И пока мы разговариваем, наши руки, беспокойные, как руки пугливых детей, ищут друг друга, соединяются, сплетаются. Мне хочется засмеяться и завыть, но я боюсь разомкнуть губы. Я боюсь Катриэля, боюсь себя. Во мне такая жажда любви и прощения, что она давит мне на грудь и вот-вот раздавит совсем. У меня начинается бред: я — бродячий, заблудший путник, который только смотрит на людей, но не берет у них ничего; я — ребенок, который отказывается родиться, а Малка — умирающая принцесса, которая отказывается умереть.
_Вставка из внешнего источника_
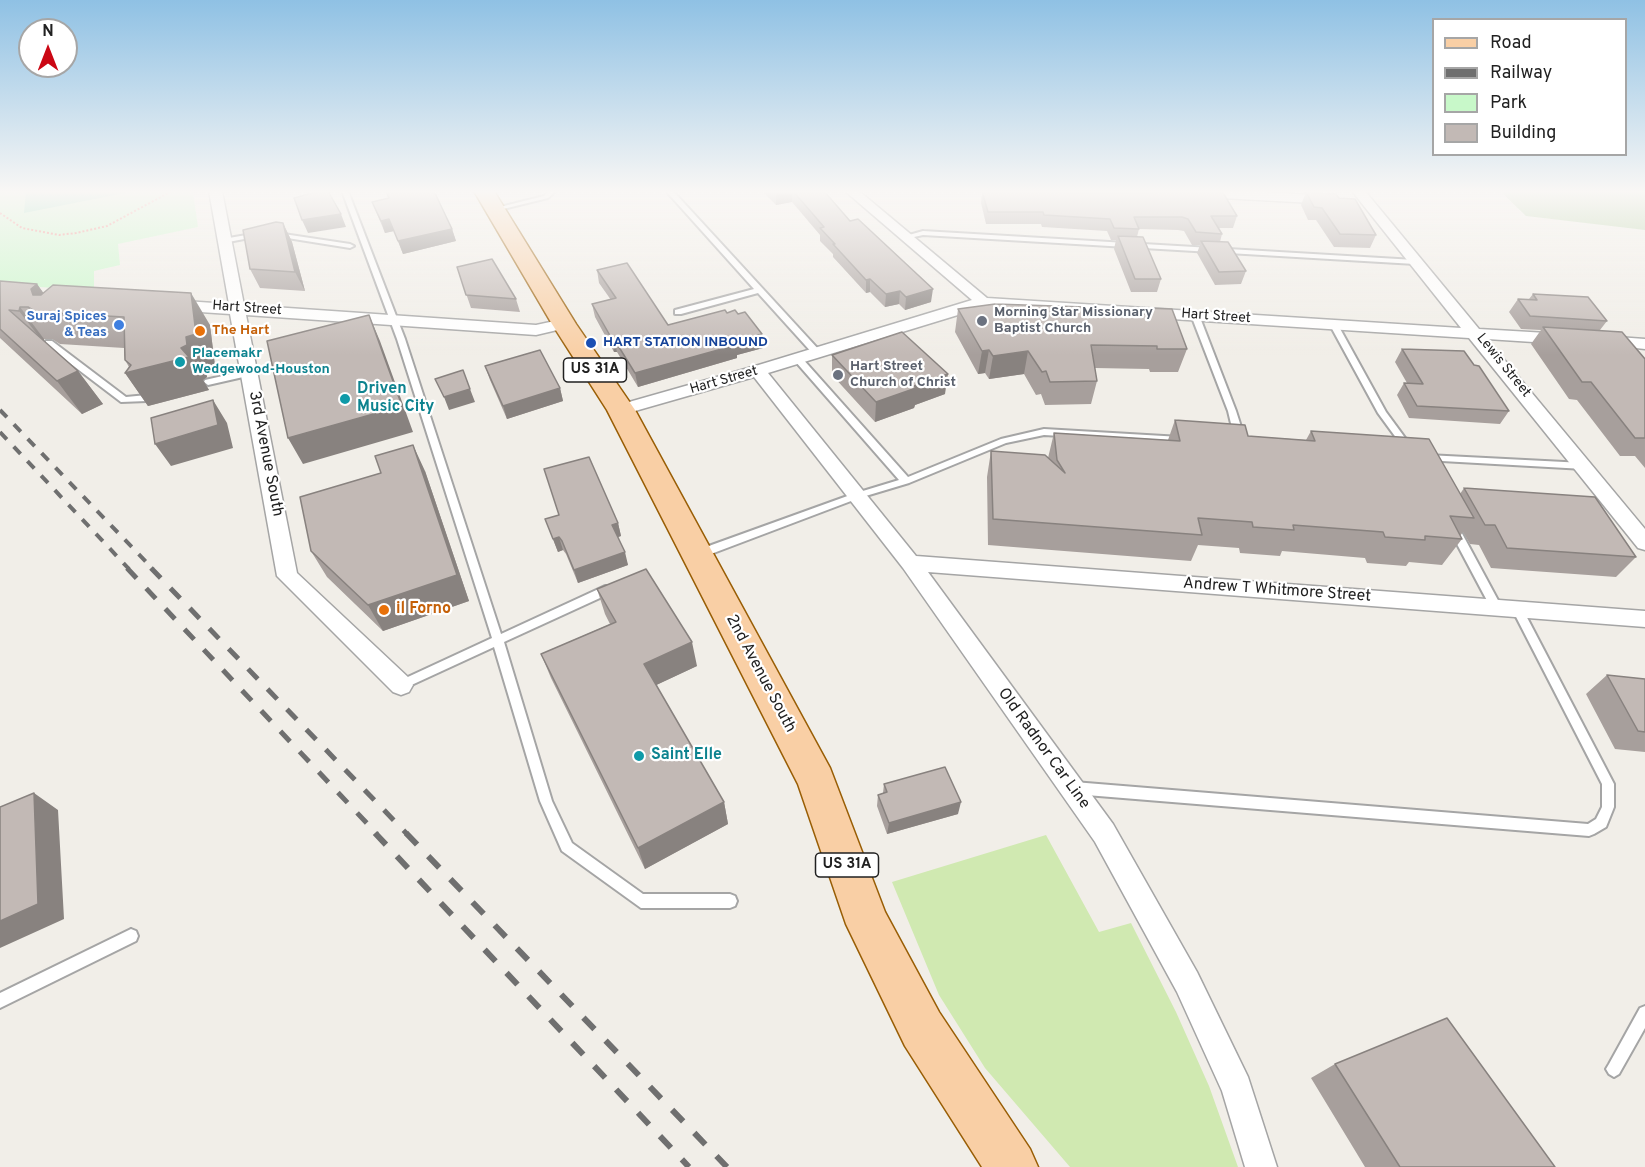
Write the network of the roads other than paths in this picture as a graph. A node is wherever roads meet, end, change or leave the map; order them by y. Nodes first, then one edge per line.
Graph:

И мы с ней бежим, мы бежим вслед за галлюцинирующим кочевником с окровавленным ртом, а он бежит прочь от источника, своего и нашего, прочь, туда, в пустыню, где его будут преследовать боги. Мы бежим за ним и кричим: «Вернись, ты слишком молод, чтобы жить и умереть вдали от людей». Он нас не слышит. И тогда я говорю женщине, чтобы она уцепилась за меня и удержала и укрыла своей любовью. Я говорю ей: «В мире, который за пределами миров, люди шатаются, задыхаются и выбрасывают любовь за пределы любви и добро — за пределы добра. Солнце их ослепляет, а ночь делает немыми. В конце концов, отчаявшись в силе слова, они хотят быть сумасшедшими, нищими, мертвыми, отсутствующими, святыми; нет, они ничего не хотят, — только чтобы им дружески подмигнул кто-нибудь со спокойной душой, и чтобы была тишина, белизна руки, свет лампы вдали, в гостеприимной стране. Они одиноки и ненавидят одиночество, вот это одиночество, которое состоит из принуждения и угрызений совести. Другое одиночество их влечет и завораживает — то, что вызывает у них мучительную любовь и желание расцвести, распуститься, и широкий и вольный порыв к ближнему. Но мы, Малка, куда мы бежим? К какой любви, к какому одиночеству?»